Erst zum Jahresbeginn wurde das Arbeitsschutzgesetz durch das Gesetz zur Verbesserung des Vollzugs im Arbeitsschutz geändert und eigens für die „epidemische Lagen von nationaler Tragweite“ um eine Verordnungsermächtigung ergänzt. Seither ist das Bundesministerium für Arbeit und Soziales (BMAS) befugt, auch ohne Zustimmung des Bundesrates spezielle befristete Rechtsverordnungen zu erlassen, die den Arbeitgebern vorschreiben, welche Maßnahmen sie zu treffen haben.
„Auch wenn das Homeoffice-Gebot in der jetzigen Zeit zweckmäßig scheint, wird eine kurzfristige praktische Umsetzung dennoch eine Herausforderung, insbesondere wenn sich Arbeitgeber und Arbeitnehmer nicht einig darüber sind, ob ‚zwingende betriebsbedingte Gründe‘ vorliegen oder nicht“, so Kathrin Brügger, Expertin für Arbeitsrecht bei Pinsent Masons. „Wer hat dahingehend die Beweispflicht? Kann der Arbeitnehmer in einer solchen Situation seine Arbeitsleistung verweigern, wenn der Arbeitgeber ihm das Homeoffice verbietet? Und wie geht man mit den generellen mit der Homeoffice-Nutzung in Verbindung stehenden Fragen der Arbeitsplatzausstattung, Datenschutz und Kostentragung um? Es bleibt abzuwarten, ob Arbeitgeber und Arbeitnehmer einen gemeinsamen praxisorientieren Ansatz wählen oder ob man sich bald vor Gericht über die konkrete Definition der ‚zwingenden betriebsbedingten Gründe‘ streitet.“
Einen Antrag für eine ähnliche Regelung, wie sie nun vom BMAS vorgestellt wurde, hatte zuvor auch die Fraktion Bündnis 90/Die Grünen unter dem Titel „Homeoffice-Gebot in der Pandemie konsequent durchsetzen“ in den Bundestag eingebracht, er wurde in der vergangenen Woche beraten und stieß auf heftige Kritik bei anderen Fraktionen. Letztlich wurde er zur weiteren Beratung in den federführenden Ausschuss für Arbeit und Soziales überwiesen.

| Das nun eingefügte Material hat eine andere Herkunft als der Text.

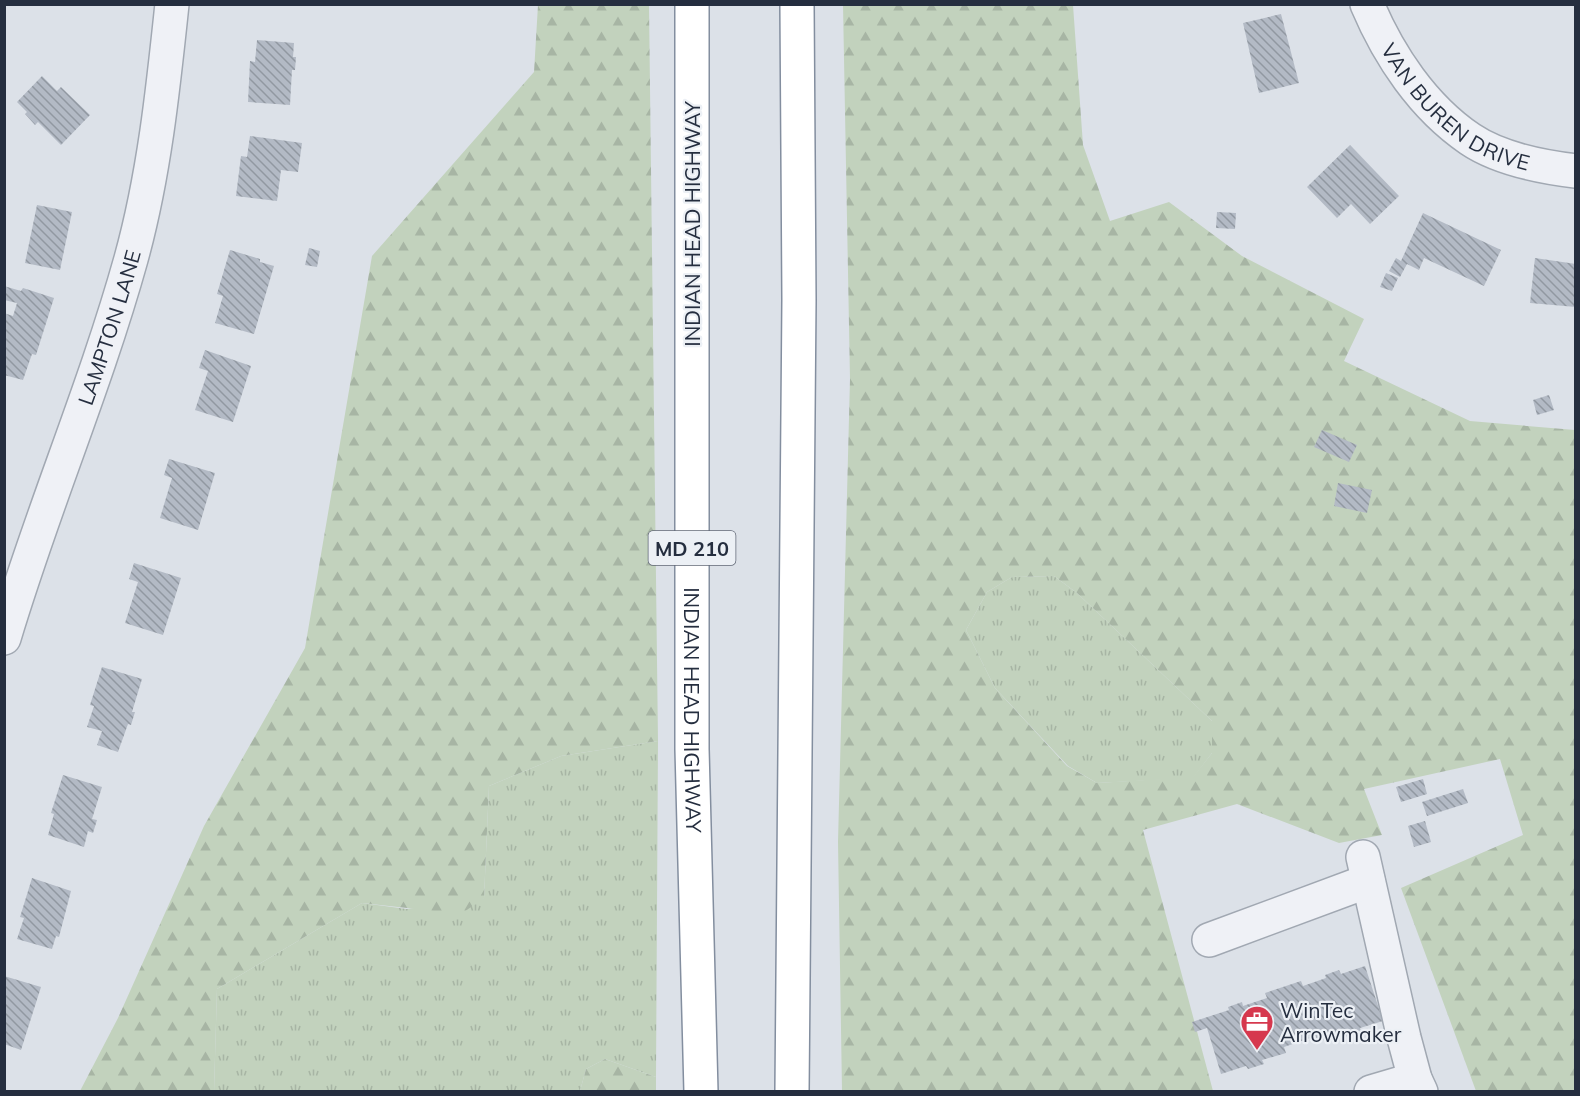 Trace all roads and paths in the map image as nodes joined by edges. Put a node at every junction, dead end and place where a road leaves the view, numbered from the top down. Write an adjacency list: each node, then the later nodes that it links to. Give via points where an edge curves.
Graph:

Die jüngsten Beschlüsse sind laut Heil getrennt von einem generellen „Recht auf Homeoffice“ zu betrachten – einem Vorhaben, das im vergangenen Jahr von seinem Ministerium vorangetrieben wurde, dann aber an zu wenig Rückhalt in der Union gescheitert war. Vor wenigen Tagen hat das BMAS einen neuen Referentenentwurf zu diesem Thema vorgelegt, in dem aber kein Rechtsanspruch auf Homeoffice mehr vorgesehen ist, sondern lediglich eine Pflicht des Arbeitgebers, die Möglichkeit von mobilem Arbeiten auf Anfrage des Arbeitnehmers hin mit ihm zu erörtern.